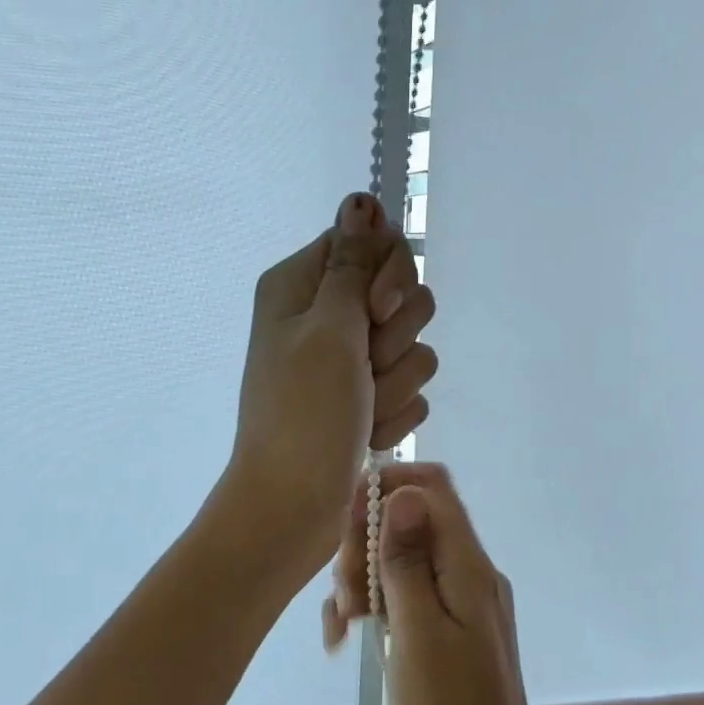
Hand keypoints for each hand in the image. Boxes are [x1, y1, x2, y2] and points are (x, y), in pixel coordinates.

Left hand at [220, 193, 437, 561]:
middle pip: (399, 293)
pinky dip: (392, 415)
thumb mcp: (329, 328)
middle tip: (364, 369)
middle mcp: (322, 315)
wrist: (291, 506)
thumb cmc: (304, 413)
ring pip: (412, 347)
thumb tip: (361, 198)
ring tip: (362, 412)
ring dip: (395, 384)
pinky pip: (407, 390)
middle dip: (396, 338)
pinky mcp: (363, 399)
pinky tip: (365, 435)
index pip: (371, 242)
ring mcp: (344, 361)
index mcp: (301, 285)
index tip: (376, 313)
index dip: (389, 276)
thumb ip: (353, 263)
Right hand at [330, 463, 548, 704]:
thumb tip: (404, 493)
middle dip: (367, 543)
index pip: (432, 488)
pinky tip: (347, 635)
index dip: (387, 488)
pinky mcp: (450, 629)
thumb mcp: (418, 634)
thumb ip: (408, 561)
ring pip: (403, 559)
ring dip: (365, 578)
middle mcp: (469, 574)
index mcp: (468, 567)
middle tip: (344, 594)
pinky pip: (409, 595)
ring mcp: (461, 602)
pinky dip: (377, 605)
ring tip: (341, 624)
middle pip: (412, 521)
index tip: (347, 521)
──────
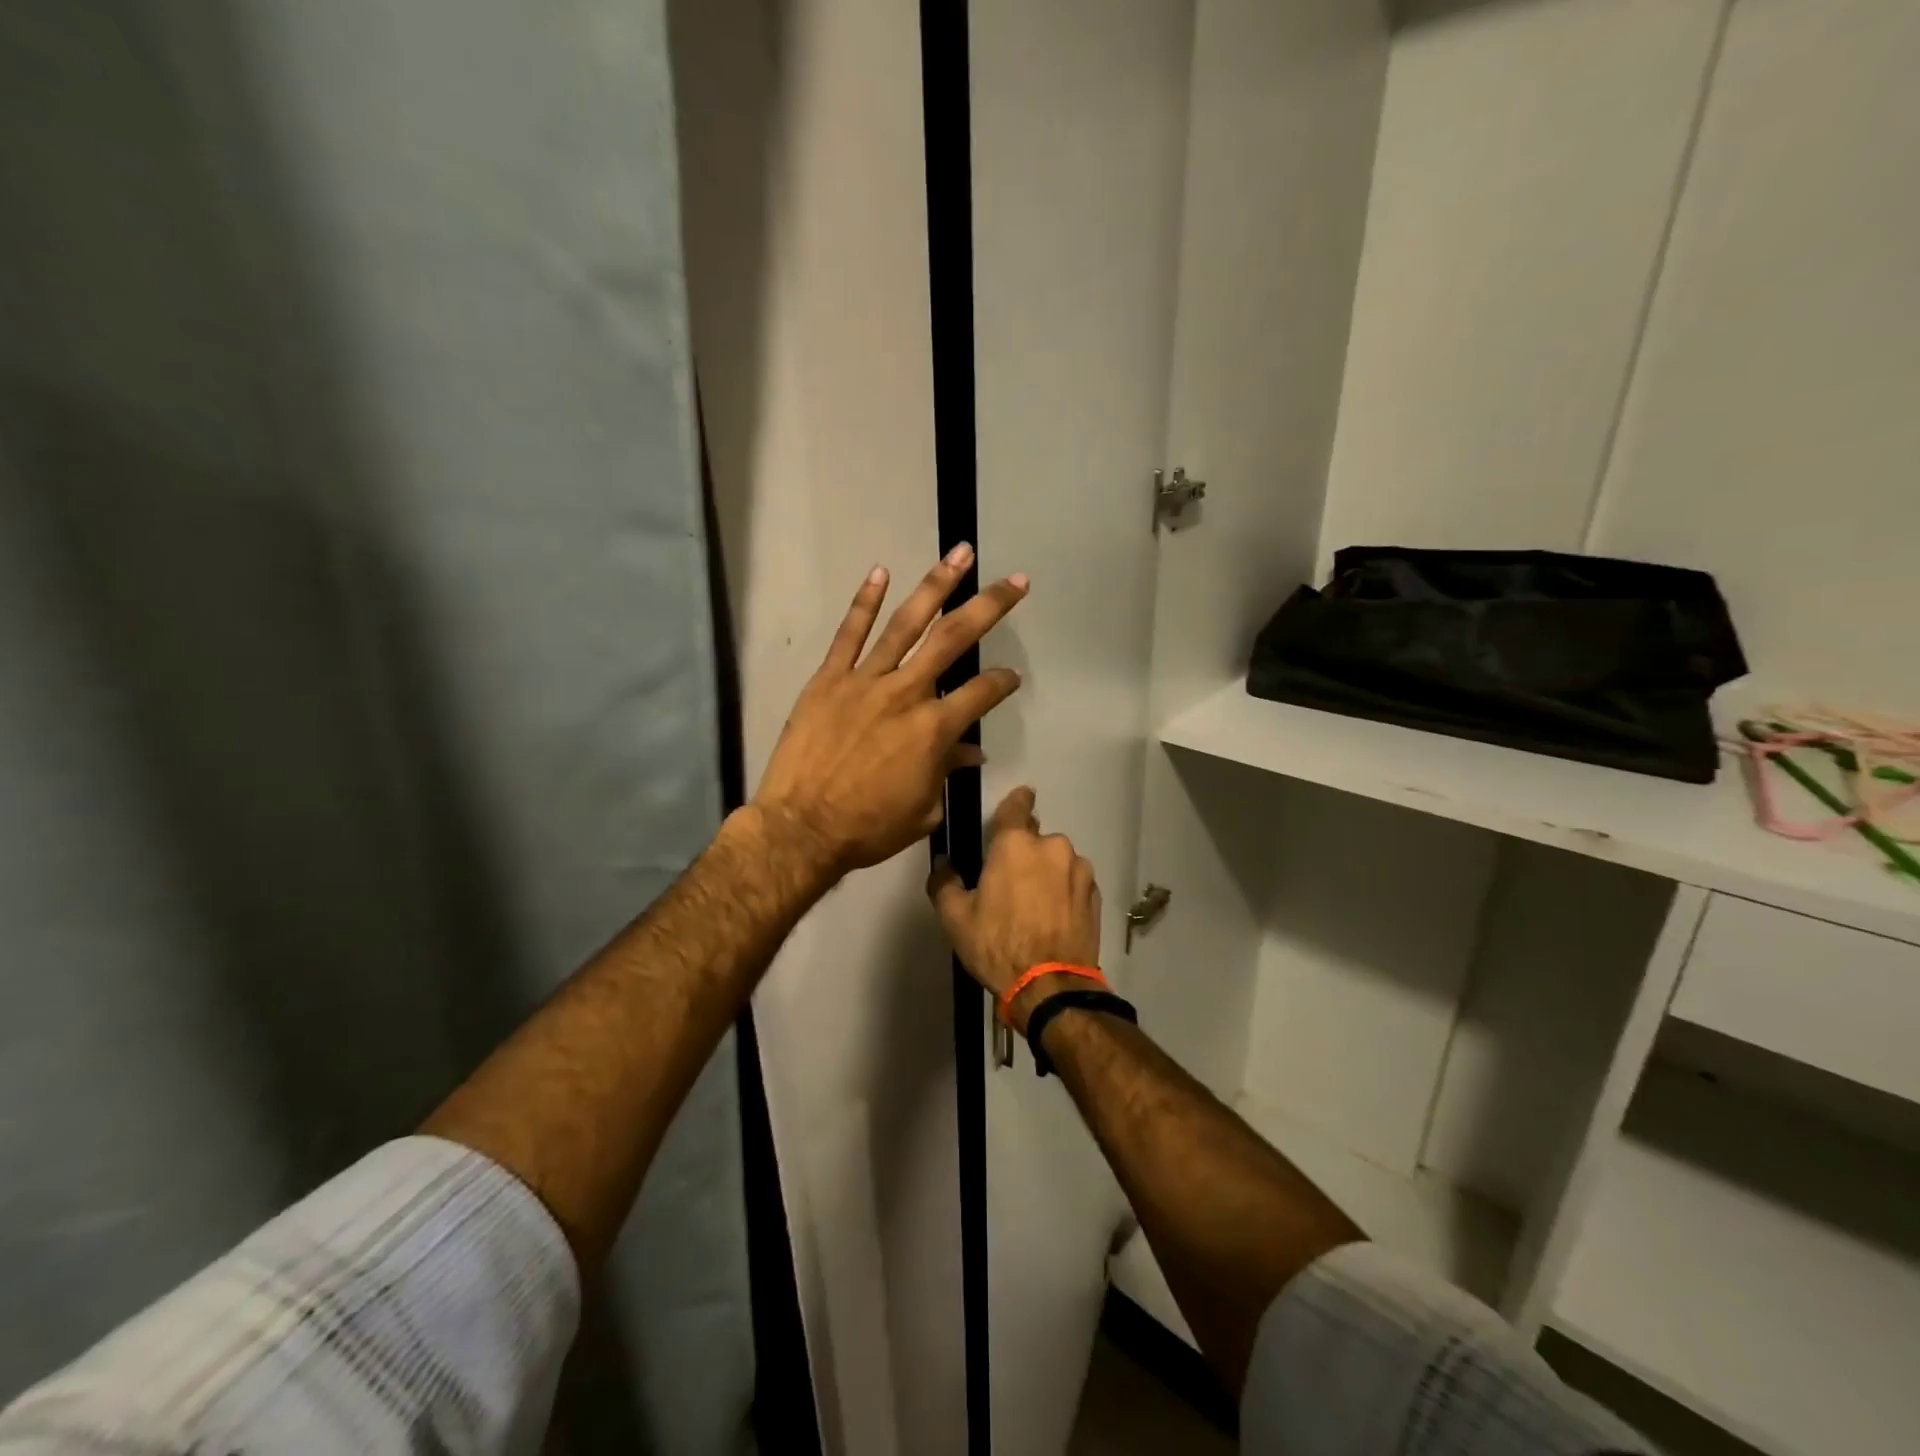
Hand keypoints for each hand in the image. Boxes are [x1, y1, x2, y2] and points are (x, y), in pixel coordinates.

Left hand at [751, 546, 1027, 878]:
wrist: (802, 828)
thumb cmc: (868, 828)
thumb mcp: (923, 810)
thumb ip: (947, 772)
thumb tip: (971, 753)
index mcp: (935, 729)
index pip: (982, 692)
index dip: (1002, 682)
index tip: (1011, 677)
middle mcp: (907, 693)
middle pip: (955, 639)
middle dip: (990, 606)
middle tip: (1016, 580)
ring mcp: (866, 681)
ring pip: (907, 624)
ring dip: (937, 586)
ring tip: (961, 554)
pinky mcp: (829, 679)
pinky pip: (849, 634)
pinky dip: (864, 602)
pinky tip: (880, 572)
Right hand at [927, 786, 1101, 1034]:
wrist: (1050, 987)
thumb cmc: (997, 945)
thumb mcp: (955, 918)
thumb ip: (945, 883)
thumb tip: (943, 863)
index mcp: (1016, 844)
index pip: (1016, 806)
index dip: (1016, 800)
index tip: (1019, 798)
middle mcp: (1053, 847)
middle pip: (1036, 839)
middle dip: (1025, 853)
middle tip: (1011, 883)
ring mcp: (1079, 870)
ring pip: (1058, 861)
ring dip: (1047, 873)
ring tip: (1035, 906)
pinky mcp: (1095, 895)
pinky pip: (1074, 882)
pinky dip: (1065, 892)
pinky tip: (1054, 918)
──────
◆ Aim of the task: Reprint exactly the lines above that start at the one with "thumb mcp: (329, 328)" and end at the one with "index tip: (347, 521)", keeping both and adding none.

◆ Solution to this exercise:
thumb mcp: (329, 328)
middle tip: (364, 369)
middle mcp: (322, 315)
wrist: (291, 506)
thumb cmc: (304, 413)
ring pip: (412, 347)
thumb tip: (361, 198)
ring tip: (362, 412)
ring dip: (395, 384)
pinky pip: (407, 390)
middle dip: (396, 338)
pinky mcp: (363, 399)
pinky tip: (365, 435)
index pip: (371, 242)
ring mcp: (344, 361)
index mcp: (301, 285)
index tip: (376, 313)
index dip: (389, 276)
thumb ip: (353, 263)
Right hand at [330, 463, 548, 704]:
thumb tip: (404, 493)
middle dip: (367, 543)
index pip: (432, 488)
pinky tip: (347, 635)
index dip: (387, 488)
pinky mcp: (450, 629)
thumb mcp: (418, 634)
thumb ip: (408, 561)
ring pip: (403, 559)
ring dip: (365, 578)
middle mcp: (469, 574)
index mcp: (468, 567)
middle tip: (344, 594)
pinky pip: (409, 595)
ring mcp: (461, 602)
pinky dip: (377, 605)
ring tip: (341, 624)
middle pip: (412, 521)
index tip: (347, 521)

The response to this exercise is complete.